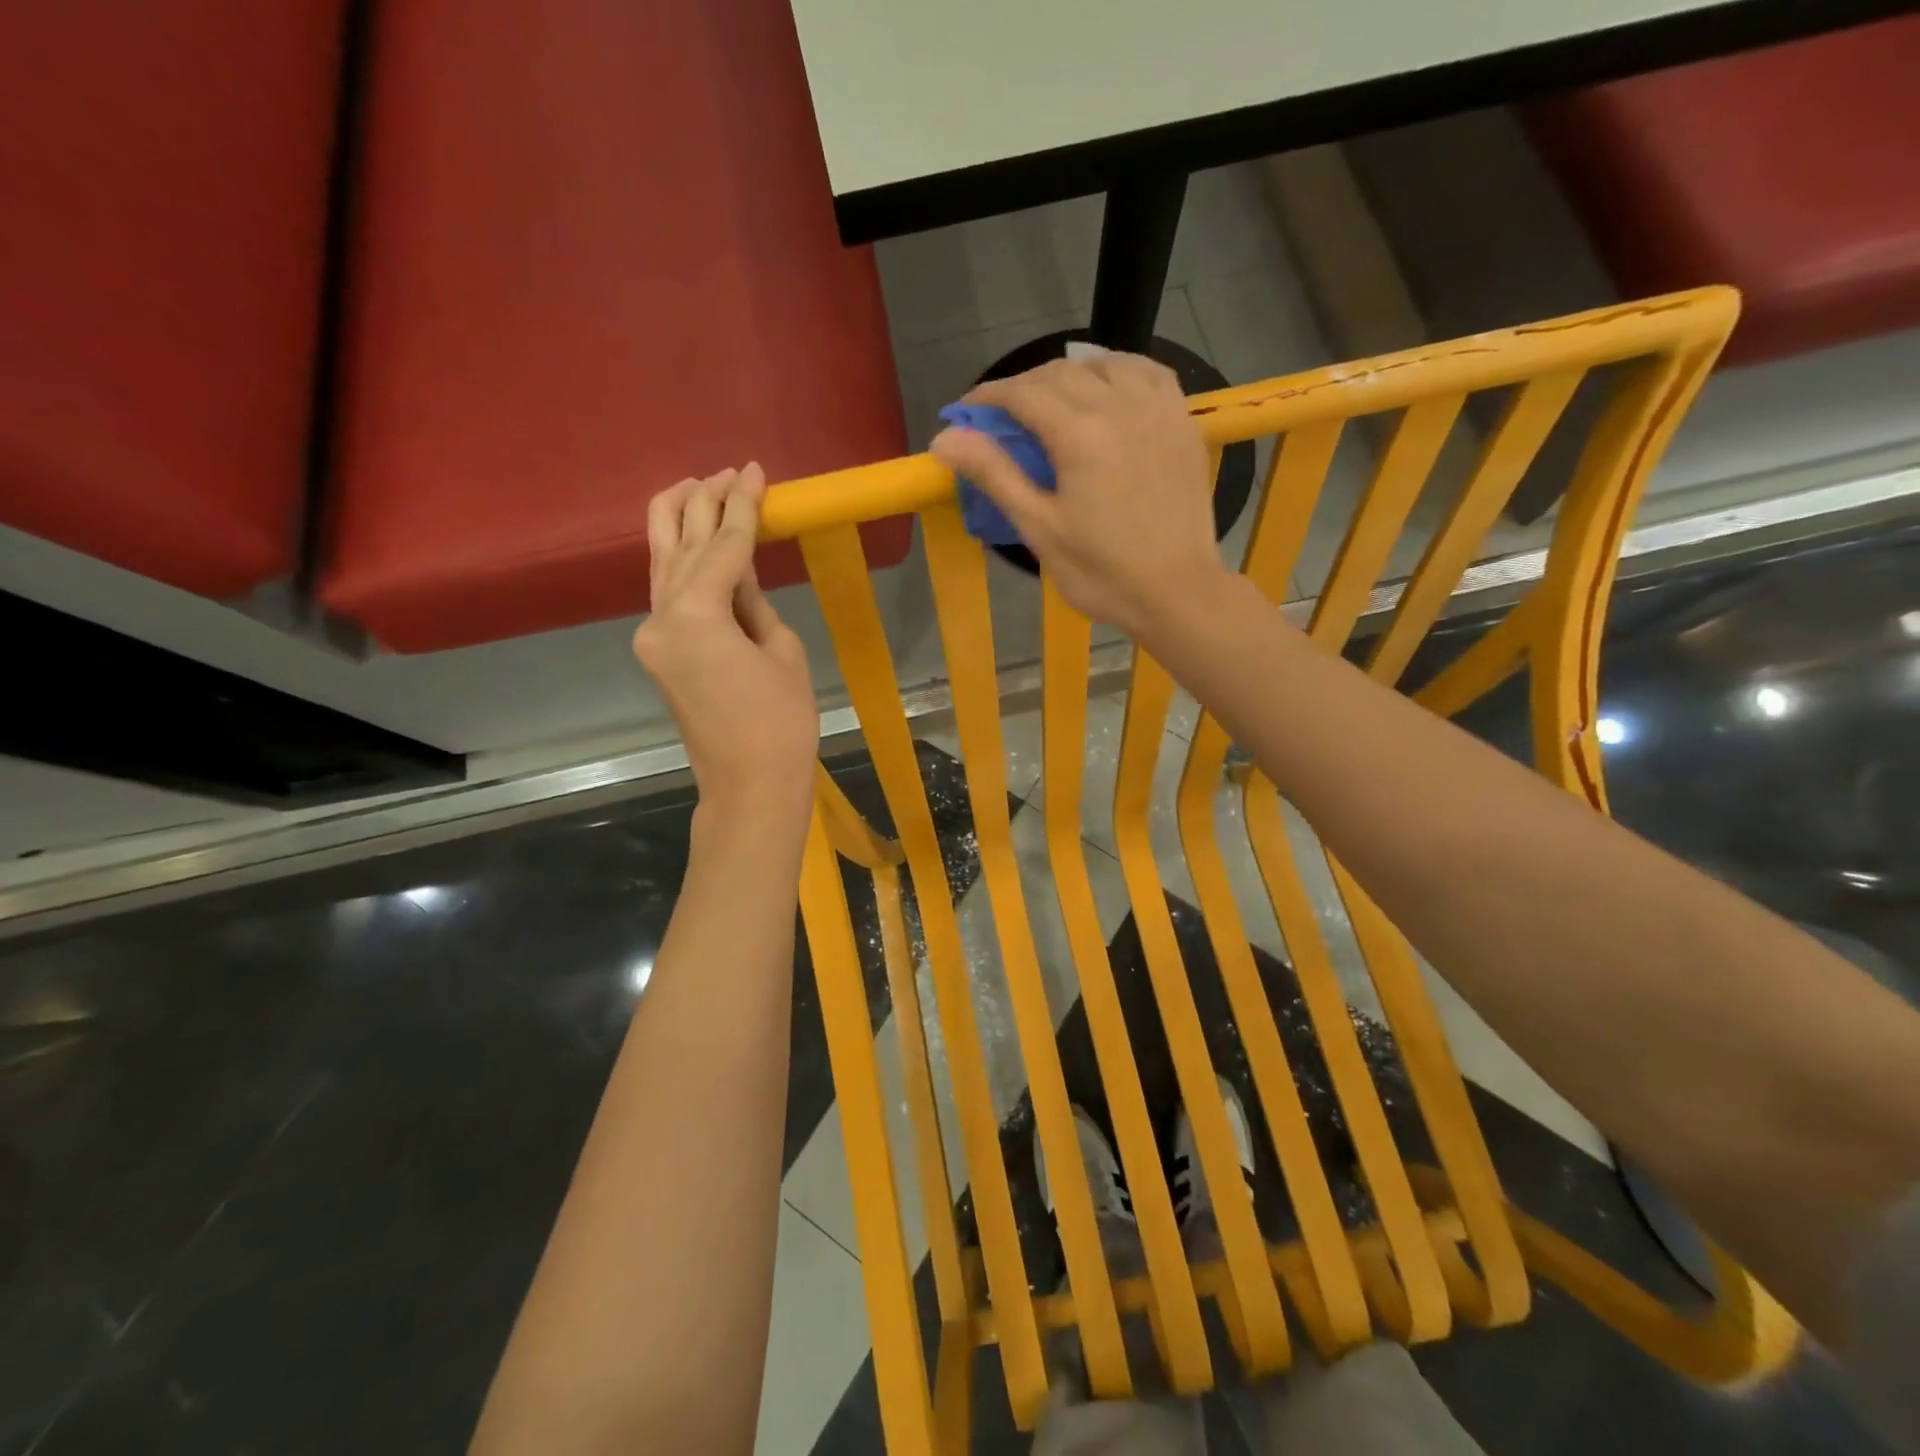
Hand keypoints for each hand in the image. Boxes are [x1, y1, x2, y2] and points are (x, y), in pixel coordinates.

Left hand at [632, 465, 817, 823]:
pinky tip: (692, 542)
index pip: (723, 547)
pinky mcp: (658, 653)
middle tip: (726, 471)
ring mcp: (653, 637)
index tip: (755, 472)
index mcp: (696, 616)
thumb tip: (740, 581)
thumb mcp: (783, 652)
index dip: (742, 507)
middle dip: (703, 504)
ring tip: (696, 486)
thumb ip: (755, 605)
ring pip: (661, 564)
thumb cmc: (781, 724)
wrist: (749, 785)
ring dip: (679, 524)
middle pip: (680, 546)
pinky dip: (680, 562)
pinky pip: (668, 594)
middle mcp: (661, 618)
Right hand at [930, 354, 1230, 637]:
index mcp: (1079, 434)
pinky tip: (1109, 388)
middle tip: (1004, 416)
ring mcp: (1157, 410)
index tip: (968, 411)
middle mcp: (1119, 406)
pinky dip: (1120, 371)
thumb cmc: (1102, 571)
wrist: (1177, 591)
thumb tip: (944, 439)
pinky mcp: (1182, 423)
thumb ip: (995, 475)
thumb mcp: (1040, 528)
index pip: (1023, 393)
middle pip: (1061, 372)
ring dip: (1070, 374)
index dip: (989, 396)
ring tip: (1053, 400)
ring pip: (1105, 365)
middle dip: (1024, 386)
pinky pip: (1149, 374)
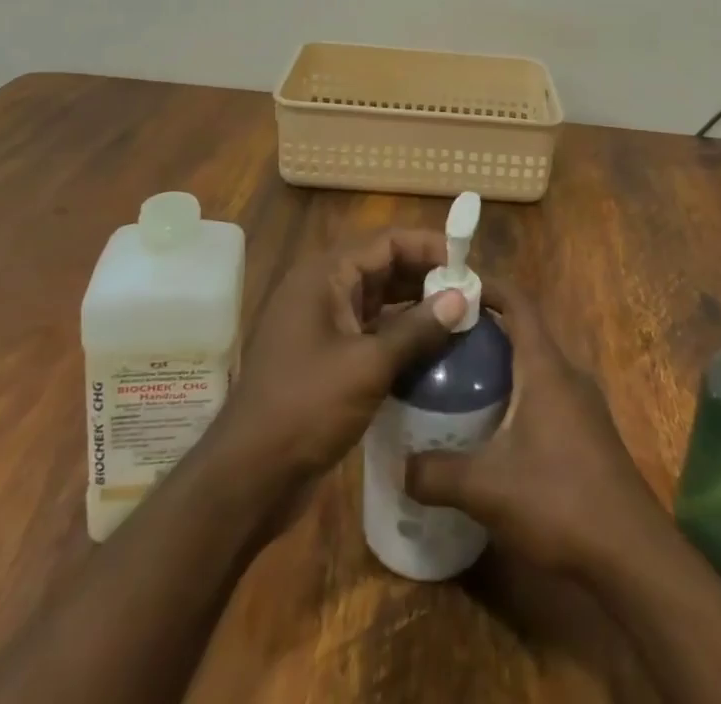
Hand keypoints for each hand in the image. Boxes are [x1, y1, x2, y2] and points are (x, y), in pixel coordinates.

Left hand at [210, 229, 467, 488]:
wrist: (248, 477)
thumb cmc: (305, 407)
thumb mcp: (368, 366)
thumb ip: (417, 329)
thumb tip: (462, 298)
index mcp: (324, 275)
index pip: (387, 242)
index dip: (429, 247)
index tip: (468, 263)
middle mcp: (322, 290)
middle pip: (383, 267)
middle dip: (427, 277)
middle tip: (471, 293)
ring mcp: (322, 325)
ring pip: (379, 301)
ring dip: (416, 307)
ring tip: (461, 319)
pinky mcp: (326, 357)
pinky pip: (370, 332)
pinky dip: (400, 335)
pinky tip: (433, 352)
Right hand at [405, 281, 659, 573]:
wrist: (632, 554)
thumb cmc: (559, 500)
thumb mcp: (486, 489)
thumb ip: (437, 473)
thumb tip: (400, 466)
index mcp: (545, 366)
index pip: (518, 302)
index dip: (487, 287)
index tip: (452, 287)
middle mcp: (567, 374)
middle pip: (523, 333)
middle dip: (484, 332)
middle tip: (441, 343)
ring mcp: (583, 404)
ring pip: (535, 367)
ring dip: (501, 368)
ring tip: (458, 384)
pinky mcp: (589, 433)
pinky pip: (547, 395)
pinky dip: (518, 396)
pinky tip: (494, 431)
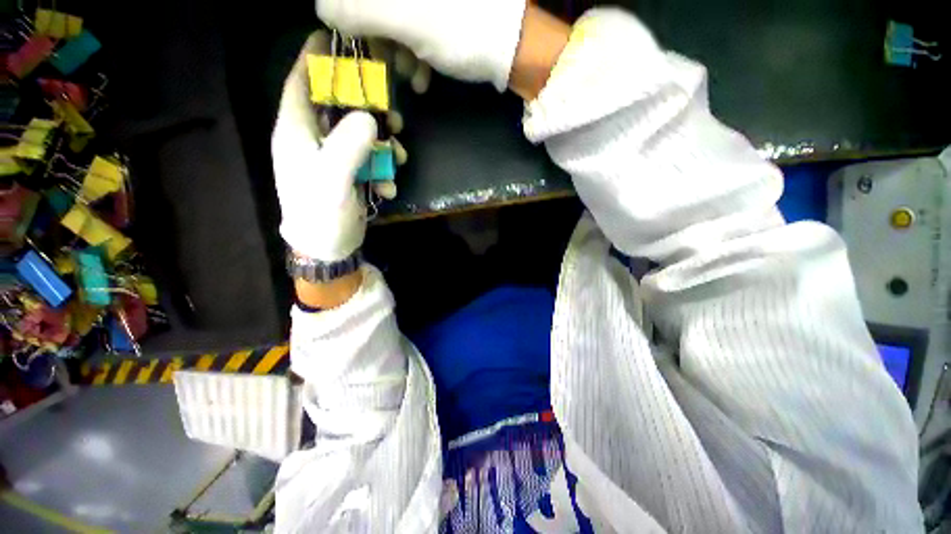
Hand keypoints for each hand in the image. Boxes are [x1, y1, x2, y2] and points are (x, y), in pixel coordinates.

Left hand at [272, 32, 377, 261]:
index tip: (338, 42)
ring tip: (398, 158)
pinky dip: (383, 170)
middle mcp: (313, 139)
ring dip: (383, 144)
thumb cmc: (319, 213)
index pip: (302, 82)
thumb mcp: (332, 180)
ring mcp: (333, 157)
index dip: (316, 59)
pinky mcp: (349, 173)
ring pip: (360, 134)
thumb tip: (369, 117)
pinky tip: (388, 187)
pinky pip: (369, 160)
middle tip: (393, 117)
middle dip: (368, 109)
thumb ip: (347, 146)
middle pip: (339, 107)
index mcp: (297, 131)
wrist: (328, 247)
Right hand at [317, 0, 527, 90]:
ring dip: (398, 54)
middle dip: (378, 40)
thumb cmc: (460, 32)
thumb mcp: (407, 20)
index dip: (350, 19)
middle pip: (376, 9)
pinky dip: (415, 56)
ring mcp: (428, 4)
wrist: (510, 48)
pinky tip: (424, 76)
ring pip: (395, 23)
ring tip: (411, 76)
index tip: (355, 45)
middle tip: (386, 68)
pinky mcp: (441, 17)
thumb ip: (362, 10)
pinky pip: (416, 33)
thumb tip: (322, 8)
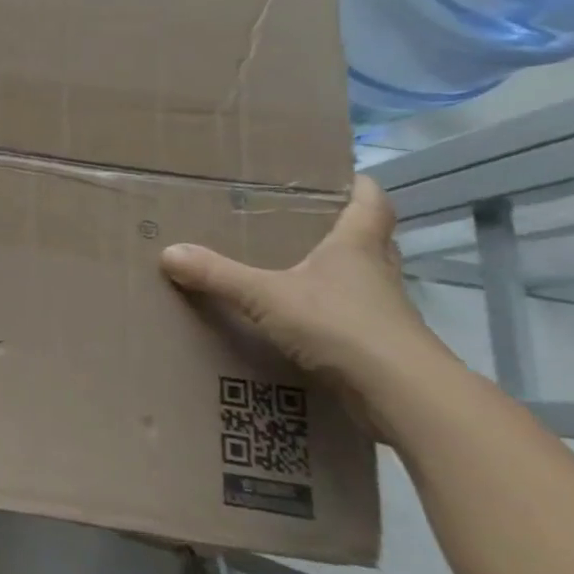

## WHAT IS REQUIRED
With the pictures stripped out, return each record word for word.

## RESPONSE BELOW
Hand keypoints for each hand in the image. Boxes are [x1, y1, x2, y2] and points are (x, y), in pixel coordinates.

Left hand at [632, 465, 817, 823]:
pinky tip: (692, 542)
index pip: (723, 547)
pinky mcp: (658, 653)
middle tip: (726, 471)
ring mcp: (653, 637)
index tip: (755, 472)
index mcp: (696, 616)
thumb tip: (740, 581)
thumb mcp: (783, 652)
index dip: (742, 507)
middle dip: (703, 504)
ring tip: (696, 486)
thumb ip: (755, 605)
ring pip: (661, 564)
thumb cmc: (781, 724)
wrist: (749, 785)
ring dip: (679, 524)
middle pip: (680, 546)
pinky dip: (680, 562)
pinky pip: (668, 594)
middle mcp: (661, 618)
Right hand at [930, 354, 1230, 637]:
index mcp: (1079, 434)
pinky tip: (1109, 388)
middle tip: (1004, 416)
ring mcp: (1157, 410)
index tip: (968, 411)
middle mcp: (1119, 406)
pinky dip: (1120, 371)
thumb cmc: (1102, 571)
wrist: (1177, 591)
thumb tip: (944, 439)
pinky mcp: (1182, 423)
thumb ip: (995, 475)
thumb mcp: (1040, 528)
index pip: (1023, 393)
middle pip: (1061, 372)
ring dip: (1070, 374)
index dip: (989, 396)
ring tip: (1053, 400)
ring pip: (1105, 365)
middle dip: (1024, 386)
pinky pip: (1149, 374)
Hand keypoints for each hand in the image. Boxes are [x1, y1, x2, y2] and points are (x, y), in pixel coordinates.

Left hand at [210, 229, 467, 488]:
wrist: (248, 477)
thumb cmc: (305, 407)
thumb mcp: (368, 366)
thumb ip: (417, 329)
thumb tip: (462, 298)
index mcp: (324, 275)
index pip: (387, 242)
index dip: (429, 247)
index tip: (468, 263)
middle mcp: (322, 290)
middle pip: (383, 267)
middle dip: (427, 277)
middle tip: (471, 293)
ring mcp: (322, 325)
ring pip: (379, 301)
ring dip: (416, 307)
ring tip: (461, 319)
pinky mcp: (326, 357)
pinky pip: (370, 332)
pinky dip: (400, 335)
pinky tip: (433, 352)
Right hand at [405, 281, 659, 573]:
wrist: (632, 554)
thumb cmc: (559, 500)
thumb mcp: (486, 489)
thumb ip: (437, 473)
thumb tip: (400, 466)
index mcp: (545, 366)
index pip: (518, 302)
index dip: (487, 287)
index tip: (452, 287)
middle mcp: (567, 374)
middle pip: (523, 333)
middle dip: (484, 332)
middle tip: (441, 343)
ring mcp: (583, 404)
ring pip: (535, 367)
ring dip: (501, 368)
ring tip: (458, 384)
pinky mcp: (589, 433)
pinky pip: (547, 395)
pinky dip: (518, 396)
pinky tip: (494, 431)
Hand keypoints for each hand in the image. Boxes are [x1, y1, x2, y2] and points are (x, y), in pixel coordinates.

Left hand at [272, 32, 377, 261]:
index tip: (338, 42)
ring tip: (398, 158)
pinky dip: (383, 170)
middle mcp: (313, 139)
ring dip: (383, 144)
thumb cmc: (319, 213)
index pip: (302, 82)
thumb mcp: (332, 180)
ring mcp: (333, 157)
index dip: (316, 59)
pinky mcp: (349, 173)
ring pip: (360, 134)
thumb tip: (369, 117)
pinky tip: (388, 187)
pinky pip: (369, 160)
middle tip: (393, 117)
middle dip: (368, 109)
thumb ip: (347, 146)
middle pip: (339, 107)
index mcp: (297, 131)
wrist: (328, 247)
Right hand at [317, 0, 527, 90]:
ring dip: (398, 54)
middle dip: (378, 40)
thumb cmc: (460, 32)
thumb mcp: (407, 20)
index dip: (350, 19)
middle pip: (376, 9)
pinky dip: (415, 56)
ring mcp: (428, 4)
wrist: (510, 48)
pinky tip: (424, 76)
ring pip: (395, 23)
ring tip: (411, 76)
index tip: (355, 45)
middle tip: (386, 68)
pinky mcp: (441, 17)
thumb ip: (362, 10)
pinky pip: (416, 33)
thumb tip: (322, 8)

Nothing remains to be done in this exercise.